All fresh embryo transfers were allocated to study groups based on embryo morphology of the transferred embryos at Day 3 after fertilization. A high-quality embryo was defined as an embryo with 7, 8 or 9 blastomeres with equal to or less than 20% of fragmentation. Low-quality embryos were all other embryos. The study groups were: SET with one high-quality embryo, SET with one low-quality embryo, DET with two low-quality embryos, DET with two high-quality embryos, and DET with one high- and one low-quality embryo.

Outcome measures

The primary outcome of this study was OPR per fresh embryo transfer, defined as a positive fetal heartbeat by transvaginal ultrasound at least 10 weeks after oocyte retrieval. Secondary outcomes were miscarriage rate, calculated as the number of biochemical pregnancies that did not result in an ongoing pregnancy, and multiple gestation rate, defined as a positive fetal heartbeat by transvaginal ultrasound of at least two fetuses at least 10 weeks after oocyte retrieval.

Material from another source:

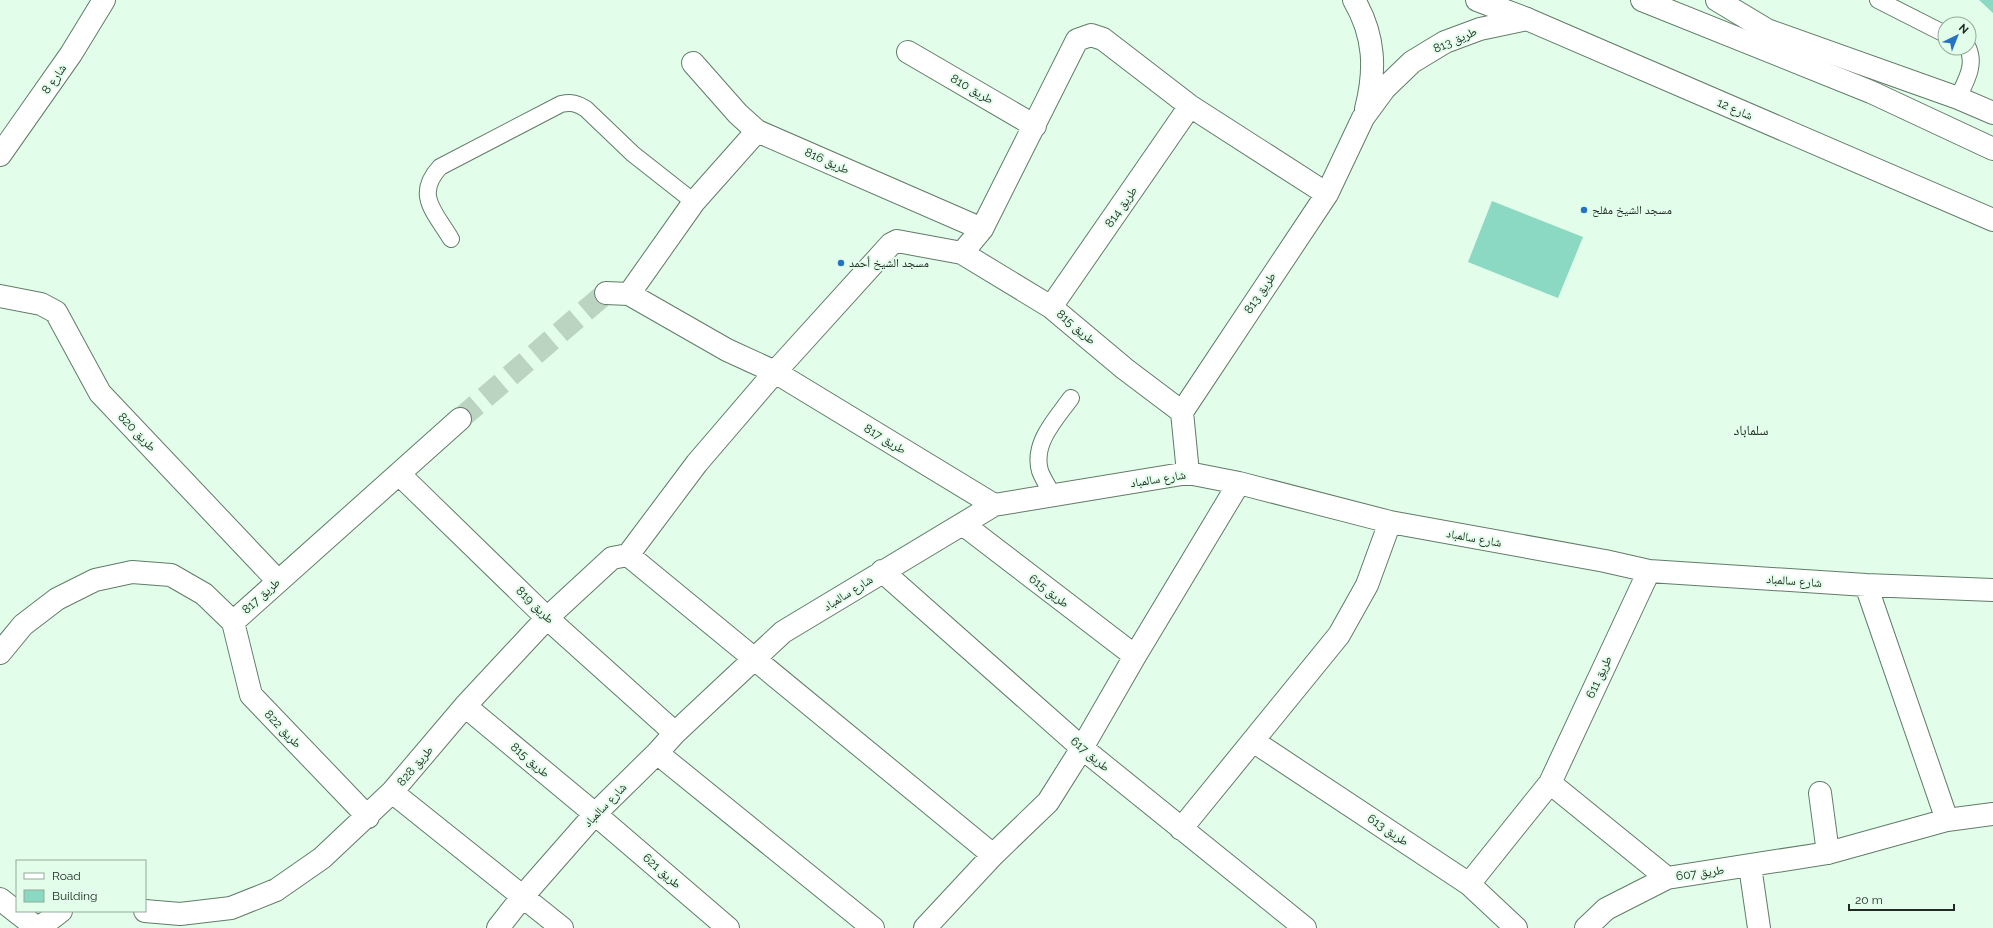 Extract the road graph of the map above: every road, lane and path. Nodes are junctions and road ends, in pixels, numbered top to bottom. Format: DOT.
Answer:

Biochemical pregnancy was defined by a positive hCG blood test.

Statistical analysis

The following baseline characteristics were compared between the study groups: maternal age, number of oocytes retrieved, indication for ART, consecutive number of fresh embryo transfers per patient and center of treatment. Significance was tested by using Wald Chi-square tests and one-way ANOVA with Tukey’s post hoc test. OPR was calculated as a percentage from the total number of fresh embryo transfers per study group, multiple gestation rate was calculated from the total number of ongoing pregnancies per study group, and miscarriage rate was calculated from the total number of biochemical pregnancies per study group. We used a generalized estimating equations (GEE) model to predict the primary and secondary outcomes adjusted for maternal age, number of oocytes retrieved, center of treatment, the number of fresh consecutive embryo transfers per patient, indication for IVF/ICSI and the interaction between maternal age and the number of oocytes retrieved. Unadjusted and adjusted odds ratios (OR) and corresponding 95% CIs were calculated, and Wald Chi-square tests were used to test for significance. In all cases, SPSS Statistics 23 software was used (IBM, NY, USA).

Results

Study groups and baseline characteristics

Between January 2012 and December 2015, 5050 patients received a total of 7266 fresh embryo transfers on Day 3 after fertilization. Thirteen cases, of which the embryo morphology score at Day 3 was missing, were excluded from the analysis. One case was excluded because pregnancy outcomes were not reported. All included fresh embryo transfers (n = 7252) were allocated to one of the following groups: SET with one high-quality embryo (n = 4653, 64%), SET with one low-quality embryo (n = 1102, 15%), DET with two high-quality embryos (n = 780, 11%) or DET with one high- and one low-quality embryo (n = 383, 5%) and DET with two low-quality embryos (n = 334, 5%) (Table I). Patients that received DET were older compared to patients that received SET (P < 0.001; Table I). Patients that received SET with one high-quality embryo or DET with two high-quality embryos had more oocytes retrieved compared to patients that received SET with one low-quality embryo, DET with two low-quality embryos or DET with one high- and one low-quality embryo (all comparisons P < 0.001; Table I). Compared to patients that received SET with one high-quality embryo, all patients in other study groups received more consecutive fresh embryo transfers (all comparisons P < 0.05; Table I). Additional baseline characteristics of the study groups are summarized in Table I.
Table I

Baseline characteristics of patients receiving SET or DET on Day 3 with low- or high-quality embryo(s).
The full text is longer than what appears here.